As for CNN potshots … the emphasis on superficial “credibility” is vital to politics. It doesn’t matter what you do, it doesn’t matter what you think, it only matters what you say. They all expect to be elected by riding on lies. Lies are vital, the bread-and-butter of parasitic career politicians. Actual actions or—horrors!—accomplishments are best ignored, mainly because there are so few of them, and they all know it (and would prefer to keep it that way).

A less superficial notion of “credibility” evaluates what a man does vs. what he said he’d do. But they don’t like to think about that.

Mark Finkelstein | August 8, 2017 at 11:21 am

In fairness to Louis, maybe he meant to say that people didn’t believe Clinton “just because of the . . . partying.” 😉

Here are the top reasons why no one believed Slick Willie when he claimed innocence in the Lewinsky affair:

Paula Jones, Juanita Brodderick, the Arkansas State Police expose, and the Bimbo Eruption Team.

Clinton had a reputation as a womanizer before he was elected and, therefor, Lewinsky’s claims were quite credible.

    Ragspierre in reply to Mac45. | August 8, 2017 at 12:30 pm

    …AND she would have been crushed like a ripe tomato by the Dollar Bill character assassination operation but for the blue dress.

    He could not lie his way past forensic evidence.

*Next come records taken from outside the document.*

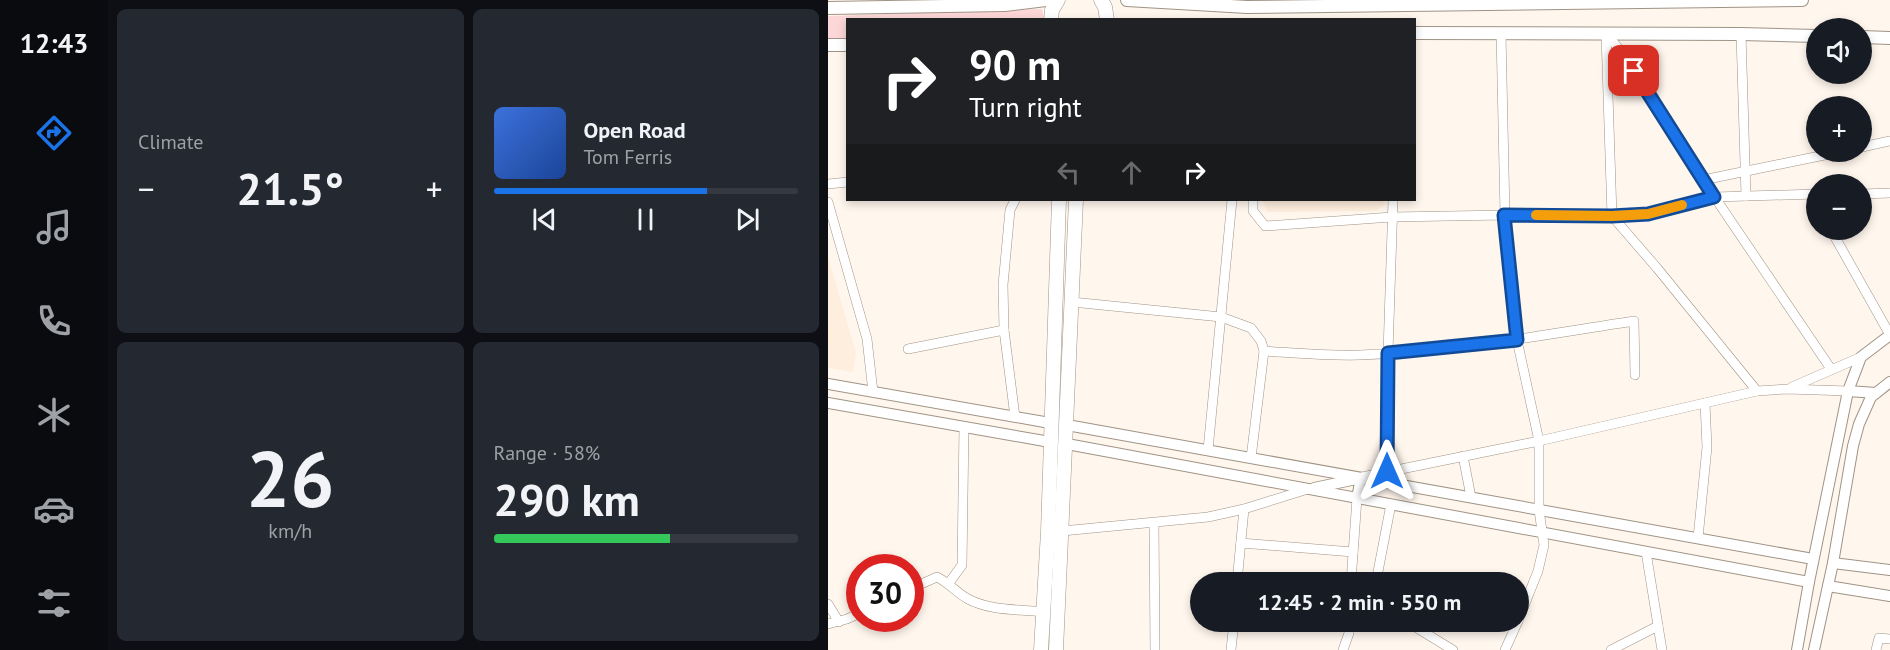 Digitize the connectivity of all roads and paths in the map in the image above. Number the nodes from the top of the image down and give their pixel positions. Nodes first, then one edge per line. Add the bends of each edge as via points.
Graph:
1 (1046, 0) edge
2 (1058, 0) edge
3 (1101, 0) edge
4 (1127, 0) edge
5 (1802, 0) edge
6 (1691, 1) edge
7 (1472, 2) edge
8 (1583, 2) edge
9 (902, 3) edge
10 (959, 3) edge
11 (1247, 3) edge
12 (1369, 3) edge
13 (828, 8) edge
14 (1051, 18) edge
15 (1107, 18) edge
16 (1416, 33) edge
17 (1501, 33) junction
18 (1606, 34) junction
19 (1741, 34) junction
20 (1806, 36) edge
21 (1872, 37) edge
22 (1890, 38) edge
23 (828, 45) edge
24 (846, 45) edge
25 (1890, 141) edge
26 (1872, 145) edge
27 (1806, 159) edge
28 (1745, 171) junction
29 (1703, 180) junction
30 (846, 182) edge
31 (828, 184) edge
32 (1890, 193) edge
33 (1872, 194) edge
34 (1746, 196) junction
35 (1714, 197) junction
36 (1806, 197) edge
37 (1014, 201) edge
38 (1059, 201) edge
39 (1076, 201) edge
40 (1232, 201) edge
41 (1254, 201) edge
42 (1393, 201) edge
43 (828, 202) edge
44 (1504, 215) junction
45 (1612, 216) junction
46 (1392, 217) junction
47 (1837, 240) edge
48 (1072, 302) junction
49 (1221, 317) junction
50 (1004, 330) junction
51 (1890, 335) edge
52 (1517, 340) junction
53 (908, 349) dead end
54 (1264, 351) junction
55 (1388, 353) junction
56 (1861, 357) junction
57 (1831, 369) junction
58 (1635, 375) dead end
59 (1890, 382) edge
60 (828, 384) edge
61 (1787, 389) junction
62 (1848, 391) junction
63 (873, 392) junction
64 (1757, 392) junction
65 (1876, 393) junction
66 (828, 403) edge
67 (1705, 403) junction
68 (1015, 417) junction
69 (1050, 423) junction
70 (1067, 425) junction
71 (964, 427) junction
72 (1539, 441) junction
73 (1050, 442) junction
74 (1067, 444) junction
75 (1208, 450) junction
76 (1463, 456) junction
77 (1251, 458) junction
78 (1387, 471) junction
79 (1361, 478) junction
80 (1308, 489) junction
81 (1357, 498) junction
82 (1471, 498) junction
83 (1390, 504) junction
84 (1245, 508) junction
85 (1539, 510) junction
86 (1154, 523) junction
87 (1062, 531) junction
88 (1542, 532) junction
89 (1698, 538) junction
90 (1241, 543) junction
91 (1353, 552) junction
92 (1646, 552) junction
93 (1814, 559) junction
94 (1833, 563) junction
95 (1890, 570) edge
96 (1239, 572) edge
97 (1352, 572) edge
98 (1378, 572) edge
99 (924, 582) edge
100 (1809, 582) junction
101 (949, 583) junction
102 (1828, 586) junction
103 (1529, 592) edge
104 (1890, 596) edge
105 (828, 604) edge
106 (1042, 612) junction
107 (846, 619) edge
108 (839, 622) junction
109 (828, 624) edge
110 (1658, 626) junction
111 (1233, 632) edge
112 (1349, 632) edge
113 (1425, 632) edge
114 (1513, 632) edge
115 (1890, 639) edge
116 (1041, 650) edge
117 (1056, 650) edge
118 (1155, 650) edge
119 (1232, 650) edge
120 (1343, 650) edge
121 (1454, 650) edge
122 (1505, 650) edge
123 (1611, 650) edge
124 (1662, 650) edge
125 (1797, 650) edge
126 (1814, 650) edge
127 (1876, 650) edge

1 - 10 main road via 1005,5
2 - 14 main road
3 - 15 main road
4 - 11 main road
5 - 6 main road
6 - 8 main road
7 - 8 main road
7 - 12 main road
9 - 10 main road
9 - 13 main road
11 - 12 main road
16 - 17 main road
17 - 18 main road
17 - 44 street
18 - 19 main road
18 - 29 street via 1621,51
18 - 45 street
19 - 20 main road
19 - 28 street
21 - 22 main road
23 - 24 main road
25 - 26 street
27 - 28 street
28 - 29 street
28 - 34 street
29 - 35 street
30 - 31 street
32 - 33 street
34 - 35 street
34 - 36 street
35 - 45 street via 1648,214
35 - 57 street
37 - 50 street via 1010,210 1003,285
38 - 69 main road
39 - 48 main road
40 - 49 street
41 - 46 street via 1253,211 1265,226
42 - 46 street
43 - 63 street via 867,339
44 - 45 street
44 - 46 street
44 - 52 street
45 - 64 street
46 - 55 street
47 - 51 street
48 - 49 street
48 - 70 main road
49 - 54 street via 1251,328
49 - 75 street
50 - 53 street
50 - 68 street
51 - 56 street
52 - 55 street
52 - 58 street via 1634,321
52 - 72 street
54 - 55 street
54 - 77 street
55 - 78 street
56 - 57 street
56 - 62 street
57 - 61 street
59 - 65 street
60 - 63 street
61 - 62 street
61 - 64 street
62 - 65 street
62 - 93 street
63 - 68 street
64 - 67 street
65 - 94 street via 1858,424
66 - 71 street
67 - 72 street
67 - 89 street via 1707,447
68 - 69 street
69 - 73 main road
70 - 74 main road
70 - 75 street
71 - 73 street
71 - 101 street via 962,565
72 - 76 street
72 - 85 street
73 - 106 main road
74 - 80 street
74 - 87 main road
75 - 77 street
76 - 78 street
76 - 82 street
77 - 79 street
78 - 79 street
79 - 80 street
79 - 81 street
79 - 82 street
80 - 81 street
80 - 84 street
81 - 83 street
81 - 91 street
82 - 85 street
83 - 88 street
83 - 98 street
84 - 86 street
84 - 90 street
85 - 88 street
85 - 89 street
86 - 87 street
86 - 118 street
87 - 117 main road
88 - 92 street
88 - 103 street via 1543,556
89 - 93 street
90 - 91 street
90 - 96 street
91 - 97 street
92 - 100 street
92 - 110 street
93 - 100 street
94 - 95 street
94 - 102 street
99 - 101 street via 937,577
100 - 125 street
101 - 106 street via 967,598 990,607
102 - 104 street
102 - 126 street
105 - 108 street
106 - 116 main road
107 - 108 street
108 - 109 street
110 - 123 street
110 - 124 street
111 - 119 street
112 - 120 street
113 - 121 street
114 - 122 street
115 - 127 street via 1879,638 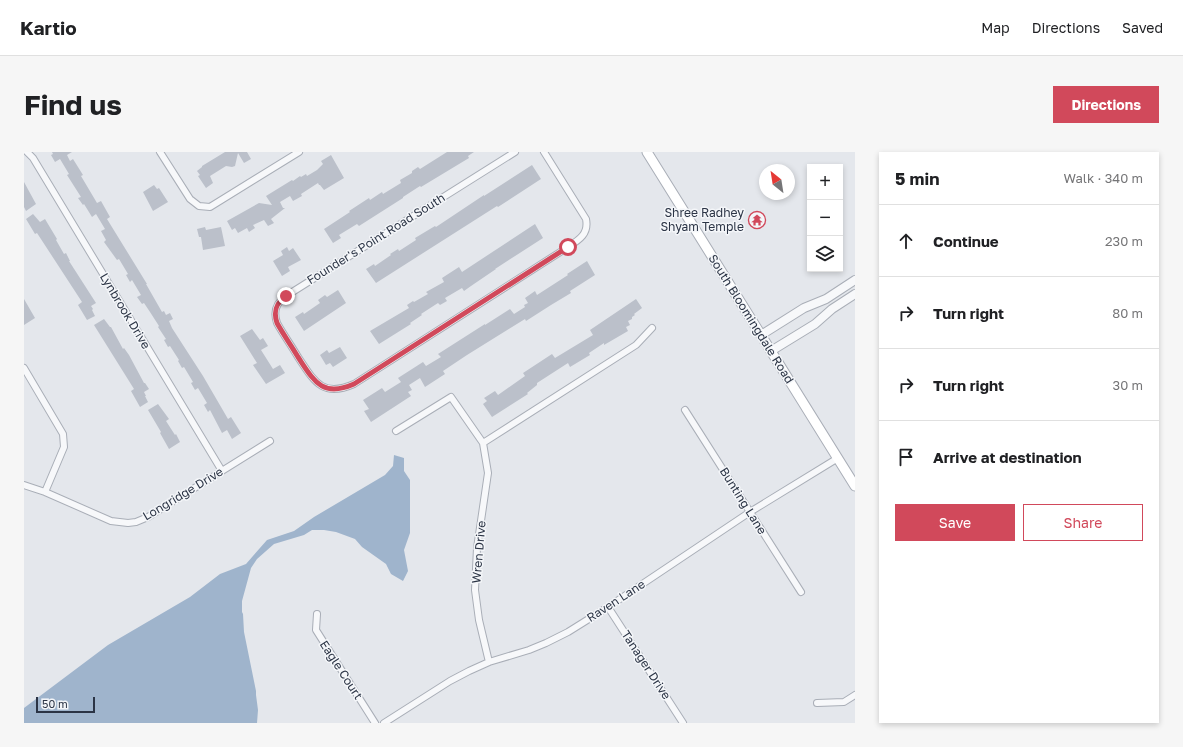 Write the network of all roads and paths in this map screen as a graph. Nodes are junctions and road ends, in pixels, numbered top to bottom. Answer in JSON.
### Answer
{"nodes":[{"id":1,"x":27,"y":152,"type":"edge"},
{"id":2,"x":160,"y":152,"type":"edge"},
{"id":3,"x":299,"y":152,"type":"edge"},
{"id":4,"x":515,"y":152,"type":"edge"},
{"id":5,"x":544,"y":152,"type":"edge"},
{"id":6,"x":647,"y":152,"type":"edge"},
{"id":7,"x":855,"y":280,"type":"edge"},
{"id":8,"x":855,"y":294,"type":"edge"},
{"id":9,"x":652,"y":328,"type":"dead end"},
{"id":10,"x":761,"y":335,"type":"junction"},
{"id":11,"x":771,"y":351,"type":"junction"},
{"id":12,"x":24,"y":368,"type":"edge"},
{"id":13,"x":685,"y":410,"type":"dead end"},
{"id":14,"x":396,"y":431,"type":"dead end"},
{"id":15,"x":270,"y":440,"type":"dead end"},
{"id":16,"x":483,"y":443,"type":"junction"},
{"id":17,"x":838,"y":458,"type":"junction"},
{"id":18,"x":222,"y":471,"type":"junction"},
{"id":19,"x":24,"y":485,"type":"edge"},
{"id":20,"x":855,"y":486,"type":"edge"},
{"id":21,"x":45,"y":492,"type":"junction"},
{"id":22,"x":750,"y":512,"type":"junction"},
{"id":23,"x":801,"y":592,"type":"dead end"},
{"id":24,"x":608,"y":607,"type":"junction"},
{"id":25,"x":316,"y":614,"type":"dead end"},
{"id":26,"x":489,"y":662,"type":"junction"},
{"id":27,"x":855,"y":695,"type":"edge"},
{"id":28,"x":817,"y":703,"type":"dead end"},
{"id":29,"x":375,"y":723,"type":"edge"},
{"id":30,"x":384,"y":723,"type":"edge"},
{"id":31,"x":683,"y":723,"type":"edge"}],
"edges":[{"from":1,"to":18,"type":"street","name":"Lynbrook Drive"},
{"from":2,"to":3,"type":"street"},
{"from":4,"to":5,"type":"street","name":"Founder's Point Road South"},
{"from":6,"to":10,"type":"main road","name":"South Bloomingdale Road"},
{"from":7,"to":10,"type":"street"},
{"from":8,"to":11,"type":"street"},
{"from":9,"to":16,"type":"street"},
{"from":10,"to":11,"type":"main road","name":"South Bloomingdale Road"},
{"from":11,"to":17,"type":"main road","name":"South Bloomingdale Road"},
{"from":12,"to":21,"type":"street"},
{"from":13,"to":22,"type":"street","name":"Bunting Lane"},
{"from":14,"to":16,"type":"street","name":"Wren Drive"},
{"from":15,"to":18,"type":"street","name":"Longridge Drive"},
{"from":16,"to":26,"type":"street","name":"Wren Drive"},
{"from":17,"to":20,"type":"main road","name":"South Bloomingdale Road"},
{"from":17,"to":22,"type":"street","name":"Raven Lane"},
{"from":18,"to":21,"type":"street","name":"Longridge Drive"},
{"from":19,"to":21,"type":"street","name":"Longridge Drive"},
{"from":22,"to":23,"type":"street","name":"Bunting Lane"},
{"from":22,"to":24,"type":"street","name":"Raven Lane"},
{"from":24,"to":26,"type":"street","name":"Raven Lane"},
{"from":24,"to":31,"type":"street","name":"Tanager Drive"},
{"from":25,"to":29,"type":"street","name":"Eagle Court"},
{"from":26,"to":30,"type":"street","name":"Raven Lane"},
{"from":27,"to":28,"type":"street"}]}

    Dave in reply to Mac45. | August 8, 2017 at 8:58 pm

    He did admit to Baba Wawa during the campaign that he had caused pain in his marriage. Was that from fiddling while Hillary wasn’t looking?

Back then the story was everyone lies about sex.

    Ragspierre in reply to Arminius. | August 8, 2017 at 1:24 pm

    …AND it’s only a private matter.

    But the matter from his privates kinda screwed that whole line…

Everything that happens in the Oval orifice is a private matter, I suppose. But, my tax dollars go to that. Unlike a corporate suite. I remember Soledad O’Brien lecturing me on how whatever happened between Clinton and Lewinsky was a private matter. But if instead of Clinbton we were talking about the head of GM she would have been singing a different tune.

No, we didn’t believe bill clinton, because he and his wife are corrupt, lying scum.

Thanks to those two – and little barry – we’re on the verge of WW3:

Albright makes historic visit to North Korea:

The Obama administration has announced a new nuclear agreement with North Korea:

“polarization . . . just because of the party”

They disapproved of the private Oval Office “party”.